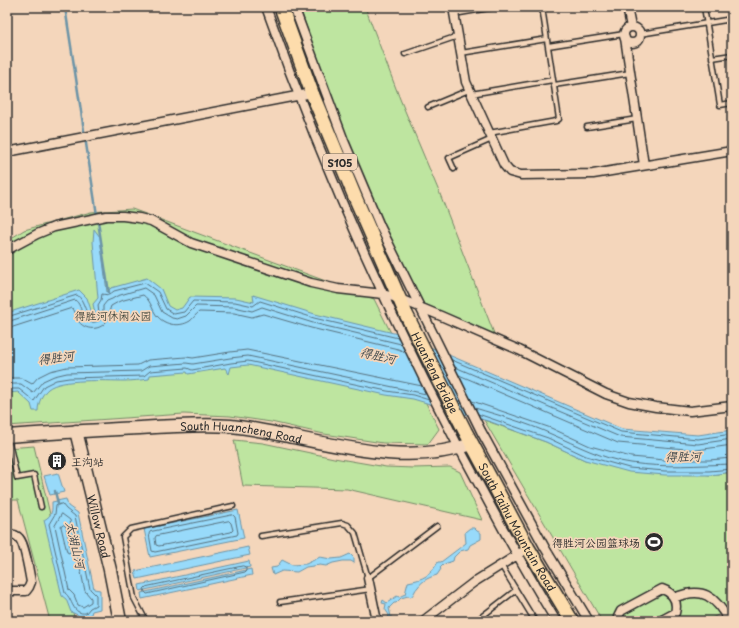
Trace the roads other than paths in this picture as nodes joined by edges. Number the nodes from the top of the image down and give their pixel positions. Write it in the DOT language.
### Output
graph roads {
  1 [pos="266,7"];
  2 [pos="281,7"];
  3 [pos="294,7"];
  4 [pos="495,7"];
  5 [pos="542,7"];
  6 [pos="627,7"];
  7 [pos="704,7"];
  8 [pos="454,11"];
  9 [pos="732,19"];
  10 [pos="706,23"];
  11 [pos="631,27"];
  12 [pos="640,34"];
  13 [pos="458,36"];
  14 [pos="625,36"];
  15 [pos="546,39"];
  16 [pos="548,46"];
  17 [pos="461,53"];
  18 [pos="405,54"];
  19 [pos="732,55"];
  20 [pos="712,58"];
  21 [pos="630,73"];
  22 [pos="553,80"];
  23 [pos="554,86"];
  24 [pos="470,92"];
  25 [pos="312,93"];
  26 [pos="732,103"];
  27 [pos="428,107"];
  28 [pos="638,119"];
  29 [pos="587,126"];
  30 [pos="490,136"];
  31 [pos="732,151"];
  32 [pos="7,152"];
  33 [pos="644,165"];
  34 [pos="454,169"];
  35 [pos="7,250"];
  36 [pos="383,294"];
  37 [pos="400,300"];
  38 [pos="420,308"];
  39 [pos="732,406"];
  40 [pos="76,431"];
  41 [pos="465,431"];
  42 [pos="7,436"];
  43 [pos="472,444"];
  44 [pos="459,449"];
  45 [pos="41,506"];
  46 [pos="233,506"];
  47 [pos="437,526"];
  48 [pos="7,534"];
  49 [pos="261,536"];
  50 [pos="523,552"];
  51 [pos="501,565"];
  52 [pos="368,578"];
  53 [pos="371,589"];
  54 [pos="516,590"];
  55 [pos="7,591"];
  56 [pos="674,598"];
  57 [pos="280,602"];
  58 [pos="120,621"];
  59 [pos="146,621"];
  60 [pos="377,621"];
  61 [pos="422,621"];
  62 [pos="476,621"];
  63 [pos="535,621"];
  64 [pos="556,621"];
  65 [pos="572,621"];
  66 [pos="589,621"];
  67 [pos="619,621"];
  68 [pos="660,621"];
  69 [pos="730,621"];
  1 -- 36 [label="street"];
  2 -- 25 [label="main road, S105"];
  3 -- 38 [label="street"];
  4 -- 8 [label="lane"];
  5 -- 15 [label="lane"];
  6 -- 11 [label="street"];
  7 -- 10 [label="lane"];
  8 -- 13 [label="street"];
  9 -- 10 [label="lane"];
  10 -- 12 [label="lane"];
  10 -- 20 [label="lane"];
  11 -- 12 [label="street"];
  11 -- 14 [label="street"];
  12 -- 14 [label="street"];
  13 -- 17 [label="street"];
  13 -- 18 [label="lane"];
  14 -- 16 [label="lane"];
  14 -- 21 [label="street"];
  15 -- 16 [label="lane"];
  15 -- 17 [label="lane"];
  16 -- 22 [label="lane"];
  17 -- 24 [label="street"];
  19 -- 20 [label="lane"];
  20 -- 26 [label="lane"];
  21 -- 23 [label="lane"];
  21 -- 28 [label="street"];
  22 -- 23 [label="lane"];
  22 -- 24 [label="lane"];
  23 -- 30 [label="lane"];
  24 -- 27 [label="lane"];
  24 -- 30 [label="street"];
  25 -- 32 [label="street"];
  25 -- 37 [label="main road, S105"];
  28 -- 29 [label="lane"];
  28 -- 33 [label="street"];
  30 -- 33 [label="street"];
  30 -- 34 [label="lane"];
  31 -- 33 [label="street"];
  35 -- 36 [label="street"];
  36 -- 37 [label="street"];
  36 -- 44 [label="street"];
  37 -- 38 [label="street"];
  37 -- 41 [label="main road, Huanfeng Bridge / S105"];
  38 -- 39 [label="street"];
  38 -- 66 [label="street"];
  40 -- 42 [label="main road, South Huancheng Road"];
  40 -- 44 [label="main road, South Huancheng Road"];
  40 -- 58 [label="main road, Willow Road"];
  41 -- 43 [label="main road, South Taihu Mountain Road / S105"];
  42 -- 45 [label="lane"];
  43 -- 44 [label="main road, South Huancheng Road"];
  43 -- 50 [label="main road, South Taihu Mountain Road"];
  44 -- 50 [label="street"];
  46 -- 59 [label="lane"];
  47 -- 52 [label="lane"];
  48 -- 55 [label="street"];
  49 -- 52 [label="lane"];
  50 -- 51 [label="street"];
  50 -- 64 [label="street"];
  50 -- 65 [label="main road, South Taihu Mountain Road"];
  51 -- 54 [label="lane"];
  51 -- 61 [label="street"];
  52 -- 53 [label="street"];
  53 -- 57 [label="lane"];
  53 -- 60 [label="street"];
  54 -- 62 [label="lane"];
  54 -- 63 [label="lane"];
  56 -- 67 [label="street"];
  56 -- 68 [label="street"];
  56 -- 69 [label="street"];
}
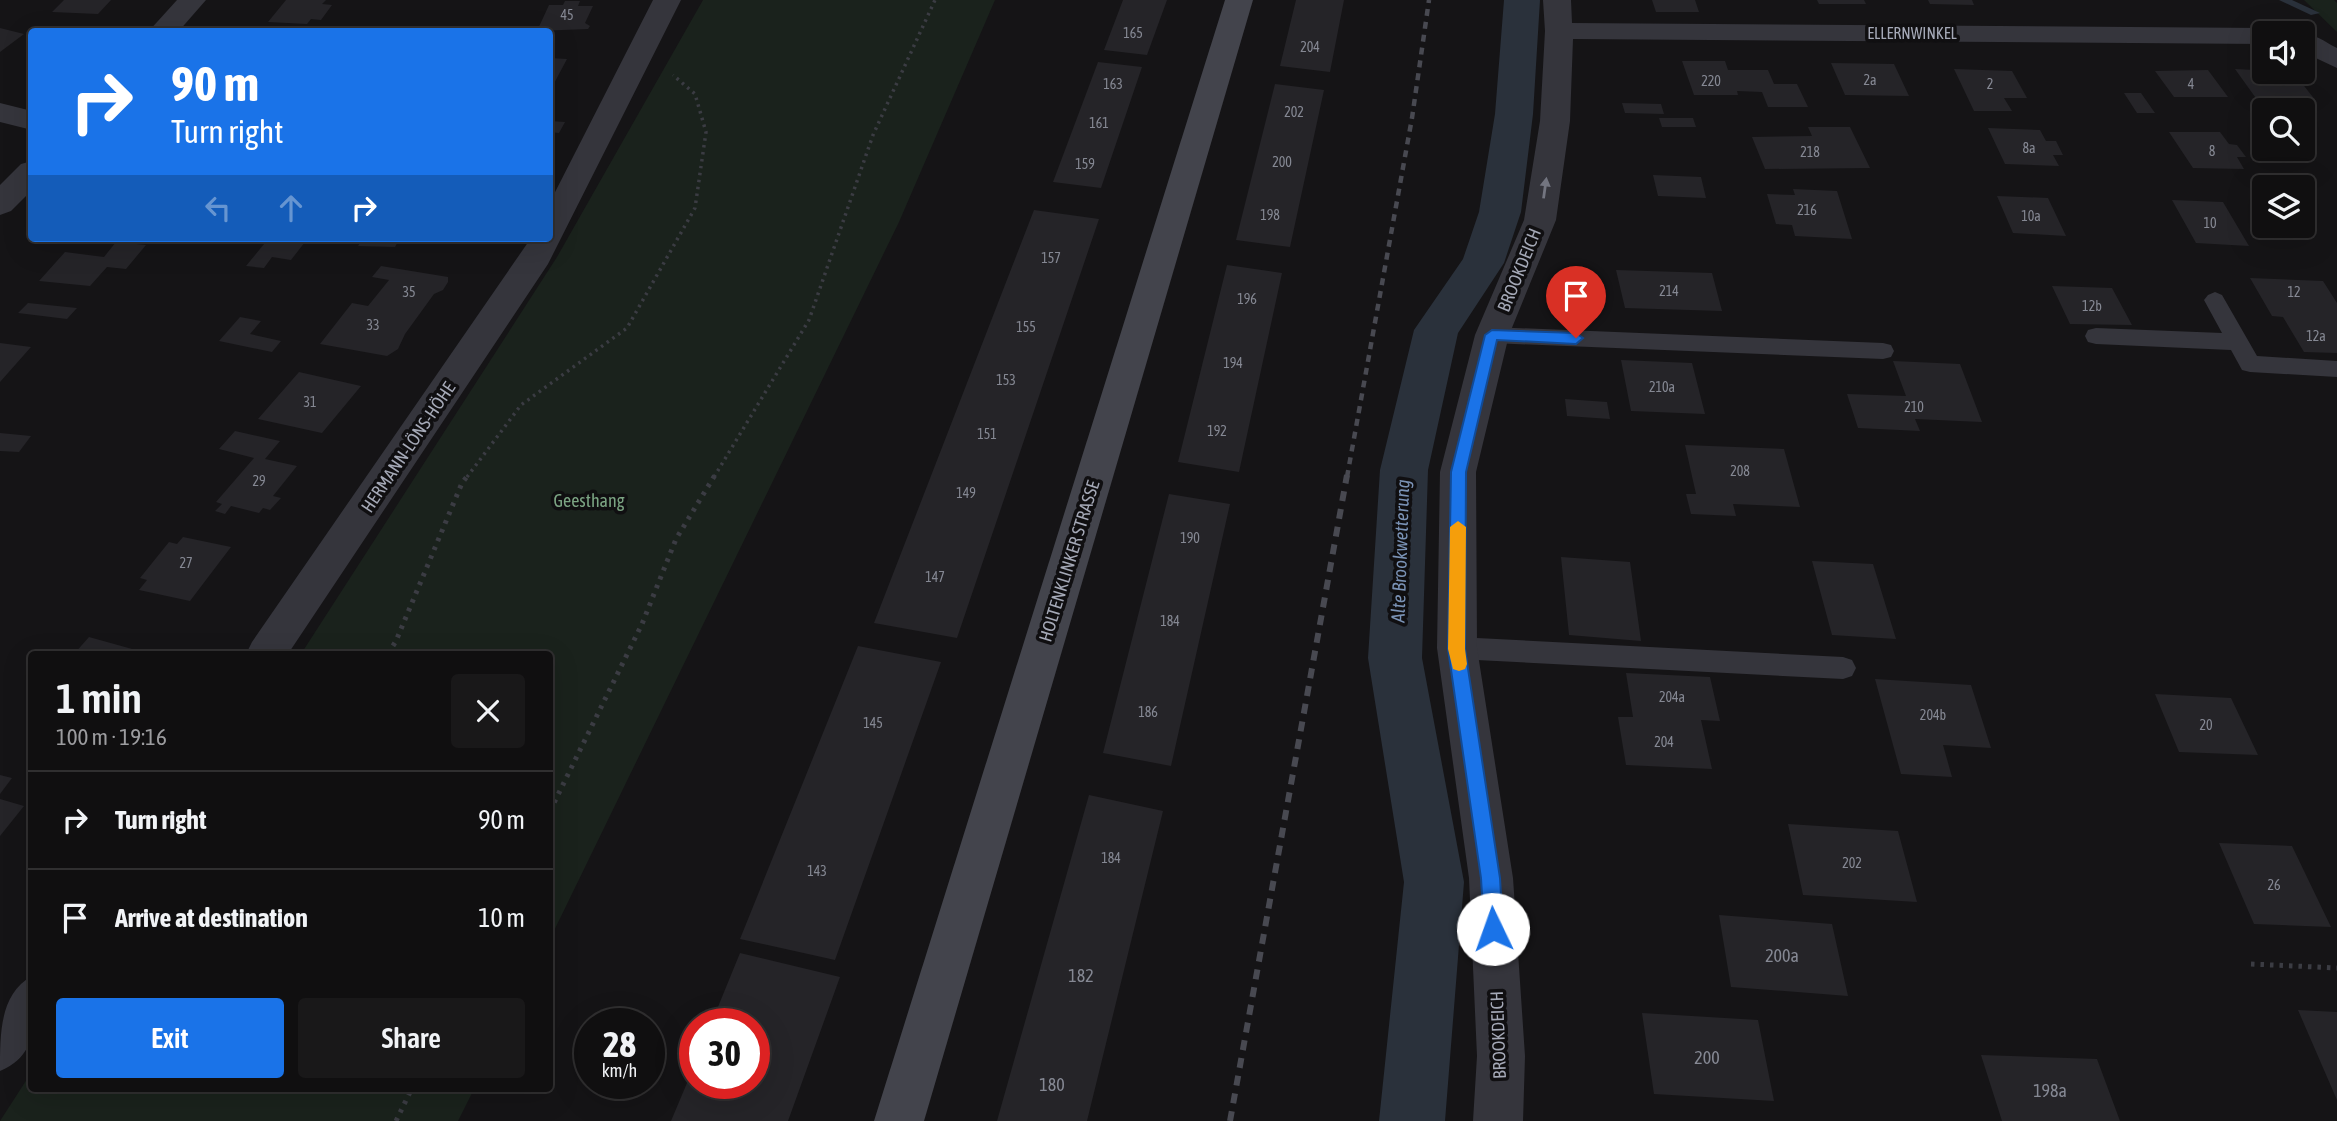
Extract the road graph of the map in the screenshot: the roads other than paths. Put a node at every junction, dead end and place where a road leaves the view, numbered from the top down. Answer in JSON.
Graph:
{"nodes":[{"id":1,"x":192,"y":0,"type":"edge"},
{"id":2,"x":667,"y":0,"type":"edge"},
{"id":3,"x":1239,"y":0,"type":"edge"},
{"id":4,"x":1558,"y":15,"type":"edge"},
{"id":5,"x":166,"y":28,"type":"edge"},
{"id":6,"x":2252,"y":36,"type":"edge"},
{"id":7,"x":2315,"y":47,"type":"edge"},
{"id":8,"x":2337,"y":59,"type":"edge"},
{"id":9,"x":0,"y":112,"type":"edge"},
{"id":10,"x":28,"y":120,"type":"edge"},
{"id":11,"x":28,"y":175,"type":"edge"},
{"id":12,"x":0,"y":204,"type":"edge"},
{"id":13,"x":553,"y":226,"type":"edge"},
{"id":14,"x":545,"y":242,"type":"edge"},
{"id":15,"x":2215,"y":300,"type":"dead end"},
{"id":16,"x":1492,"y":335,"type":"junction"},
{"id":17,"x":2096,"y":336,"type":"dead end"},
{"id":18,"x":2238,"y":342,"type":"junction"},
{"id":19,"x":1883,"y":351,"type":"dead end"},
{"id":20,"x":2337,"y":369,"type":"edge"},
{"id":21,"x":1457,"y":649,"type":"junction"},
{"id":22,"x":269,"y":651,"type":"edge"},
{"id":23,"x":1843,"y":668,"type":"dead end"},
{"id":24,"x":28,"y":1006,"type":"edge"},
{"id":25,"x":0,"y":1047,"type":"edge"},
{"id":26,"x":899,"y":1121,"type":"edge"},
{"id":27,"x":1499,"y":1121,"type":"edge"}],
"edges":[{"from":1,"to":5,"type":"street"},
{"from":2,"to":13,"type":"street"},
{"from":3,"to":26,"type":"main road","name":"HOLTENKLINKER STRASSE"},
{"from":4,"to":6,"type":"street","name":"ELLERNWINKEL"},
{"from":16,"to":4,"type":"street","name":"BROOKDEICH","one_way":true},
{"from":7,"to":8,"type":"street"},
{"from":9,"to":10,"type":"street"},
{"from":11,"to":12,"type":"street"},
{"from":14,"to":22,"type":"street","name":"HERMANN-LÖNS-HÖHE"},
{"from":15,"to":18,"type":"lane"},
{"from":16,"to":19,"type":"lane"},
{"from":16,"to":21,"type":"street","name":"BROOKDEICH"},
{"from":17,"to":18,"type":"lane"},
{"from":18,"to":20,"type":"lane"},
{"from":21,"to":23,"type":"lane"},
{"from":21,"to":27,"type":"street","name":"BROOKDEICH"},
{"from":24,"to":25,"type":"street"}]}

**Your instructions**.
Restate every entry above word for word; no picture belongs in the copy.

**Response to this exercise**.
Trace the roads other than paths in this picture as nodes joined by edges. Number the nodes from the top of the image down and give their pixel positions. Write it in the DOT language.
### Output
graph roads {
  1 [pos="266,7"];
  2 [pos="281,7"];
  3 [pos="294,7"];
  4 [pos="495,7"];
  5 [pos="542,7"];
  6 [pos="627,7"];
  7 [pos="704,7"];
  8 [pos="454,11"];
  9 [pos="732,19"];
  10 [pos="706,23"];
  11 [pos="631,27"];
  12 [pos="640,34"];
  13 [pos="458,36"];
  14 [pos="625,36"];
  15 [pos="546,39"];
  16 [pos="548,46"];
  17 [pos="461,53"];
  18 [pos="405,54"];
  19 [pos="732,55"];
  20 [pos="712,58"];
  21 [pos="630,73"];
  22 [pos="553,80"];
  23 [pos="554,86"];
  24 [pos="470,92"];
  25 [pos="312,93"];
  26 [pos="732,103"];
  27 [pos="428,107"];
  28 [pos="638,119"];
  29 [pos="587,126"];
  30 [pos="490,136"];
  31 [pos="732,151"];
  32 [pos="7,152"];
  33 [pos="644,165"];
  34 [pos="454,169"];
  35 [pos="7,250"];
  36 [pos="383,294"];
  37 [pos="400,300"];
  38 [pos="420,308"];
  39 [pos="732,406"];
  40 [pos="76,431"];
  41 [pos="465,431"];
  42 [pos="7,436"];
  43 [pos="472,444"];
  44 [pos="459,449"];
  45 [pos="41,506"];
  46 [pos="233,506"];
  47 [pos="437,526"];
  48 [pos="7,534"];
  49 [pos="261,536"];
  50 [pos="523,552"];
  51 [pos="501,565"];
  52 [pos="368,578"];
  53 [pos="371,589"];
  54 [pos="516,590"];
  55 [pos="7,591"];
  56 [pos="674,598"];
  57 [pos="280,602"];
  58 [pos="120,621"];
  59 [pos="146,621"];
  60 [pos="377,621"];
  61 [pos="422,621"];
  62 [pos="476,621"];
  63 [pos="535,621"];
  64 [pos="556,621"];
  65 [pos="572,621"];
  66 [pos="589,621"];
  67 [pos="619,621"];
  68 [pos="660,621"];
  69 [pos="730,621"];
  1 -- 36 [label="street"];
  2 -- 25 [label="main road, S105"];
  3 -- 38 [label="street"];
  4 -- 8 [label="lane"];
  5 -- 15 [label="lane"];
  6 -- 11 [label="street"];
  7 -- 10 [label="lane"];
  8 -- 13 [label="street"];
  9 -- 10 [label="lane"];
  10 -- 12 [label="lane"];
  10 -- 20 [label="lane"];
  11 -- 12 [label="street"];
  11 -- 14 [label="street"];
  12 -- 14 [label="street"];
  13 -- 17 [label="street"];
  13 -- 18 [label="lane"];
  14 -- 16 [label="lane"];
  14 -- 21 [label="street"];
  15 -- 16 [label="lane"];
  15 -- 17 [label="lane"];
  16 -- 22 [label="lane"];
  17 -- 24 [label="street"];
  19 -- 20 [label="lane"];
  20 -- 26 [label="lane"];
  21 -- 23 [label="lane"];
  21 -- 28 [label="street"];
  22 -- 23 [label="lane"];
  22 -- 24 [label="lane"];
  23 -- 30 [label="lane"];
  24 -- 27 [label="lane"];
  24 -- 30 [label="street"];
  25 -- 32 [label="street"];
  25 -- 37 [label="main road, S105"];
  28 -- 29 [label="lane"];
  28 -- 33 [label="street"];
  30 -- 33 [label="street"];
  30 -- 34 [label="lane"];
  31 -- 33 [label="street"];
  35 -- 36 [label="street"];
  36 -- 37 [label="street"];
  36 -- 44 [label="street"];
  37 -- 38 [label="street"];
  37 -- 41 [label="main road, Huanfeng Bridge / S105"];
  38 -- 39 [label="street"];
  38 -- 66 [label="street"];
  40 -- 42 [label="main road, South Huancheng Road"];
  40 -- 44 [label="main road, South Huancheng Road"];
  40 -- 58 [label="main road, Willow Road"];
  41 -- 43 [label="main road, South Taihu Mountain Road / S105"];
  42 -- 45 [label="lane"];
  43 -- 44 [label="main road, South Huancheng Road"];
  43 -- 50 [label="main road, South Taihu Mountain Road"];
  44 -- 50 [label="street"];
  46 -- 59 [label="lane"];
  47 -- 52 [label="lane"];
  48 -- 55 [label="street"];
  49 -- 52 [label="lane"];
  50 -- 51 [label="street"];
  50 -- 64 [label="street"];
  50 -- 65 [label="main road, South Taihu Mountain Road"];
  51 -- 54 [label="lane"];
  51 -- 61 [label="street"];
  52 -- 53 [label="street"];
  53 -- 57 [label="lane"];
  53 -- 60 [label="street"];
  54 -- 62 [label="lane"];
  54 -- 63 [label="lane"];
  56 -- 67 [label="street"];
  56 -- 68 [label="street"];
  56 -- 69 [label="street"];
}
Extract the road graph of the map in the screenshot: the roads other than paths. Put a node at every junction, dead end and place where a road leaves the view, numbered from the top down. Answer in JSON.
Graph:
{"nodes":[{"id":1,"x":192,"y":0,"type":"edge"},
{"id":2,"x":667,"y":0,"type":"edge"},
{"id":3,"x":1239,"y":0,"type":"edge"},
{"id":4,"x":1558,"y":15,"type":"edge"},
{"id":5,"x":166,"y":28,"type":"edge"},
{"id":6,"x":2252,"y":36,"type":"edge"},
{"id":7,"x":2315,"y":47,"type":"edge"},
{"id":8,"x":2337,"y":59,"type":"edge"},
{"id":9,"x":0,"y":112,"type":"edge"},
{"id":10,"x":28,"y":120,"type":"edge"},
{"id":11,"x":28,"y":175,"type":"edge"},
{"id":12,"x":0,"y":204,"type":"edge"},
{"id":13,"x":553,"y":226,"type":"edge"},
{"id":14,"x":545,"y":242,"type":"edge"},
{"id":15,"x":2215,"y":300,"type":"dead end"},
{"id":16,"x":1492,"y":335,"type":"junction"},
{"id":17,"x":2096,"y":336,"type":"dead end"},
{"id":18,"x":2238,"y":342,"type":"junction"},
{"id":19,"x":1883,"y":351,"type":"dead end"},
{"id":20,"x":2337,"y":369,"type":"edge"},
{"id":21,"x":1457,"y":649,"type":"junction"},
{"id":22,"x":269,"y":651,"type":"edge"},
{"id":23,"x":1843,"y":668,"type":"dead end"},
{"id":24,"x":28,"y":1006,"type":"edge"},
{"id":25,"x":0,"y":1047,"type":"edge"},
{"id":26,"x":899,"y":1121,"type":"edge"},
{"id":27,"x":1499,"y":1121,"type":"edge"}],
"edges":[{"from":1,"to":5,"type":"street"},
{"from":2,"to":13,"type":"street"},
{"from":3,"to":26,"type":"main road","name":"HOLTENKLINKER STRASSE"},
{"from":4,"to":6,"type":"street","name":"ELLERNWINKEL"},
{"from":16,"to":4,"type":"street","name":"BROOKDEICH","one_way":true},
{"from":7,"to":8,"type":"street"},
{"from":9,"to":10,"type":"street"},
{"from":11,"to":12,"type":"street"},
{"from":14,"to":22,"type":"street","name":"HERMANN-LÖNS-HÖHE"},
{"from":15,"to":18,"type":"lane"},
{"from":16,"to":19,"type":"lane"},
{"from":16,"to":21,"type":"street","name":"BROOKDEICH"},
{"from":17,"to":18,"type":"lane"},
{"from":18,"to":20,"type":"lane"},
{"from":21,"to":23,"type":"lane"},
{"from":21,"to":27,"type":"street","name":"BROOKDEICH"},
{"from":24,"to":25,"type":"street"}]}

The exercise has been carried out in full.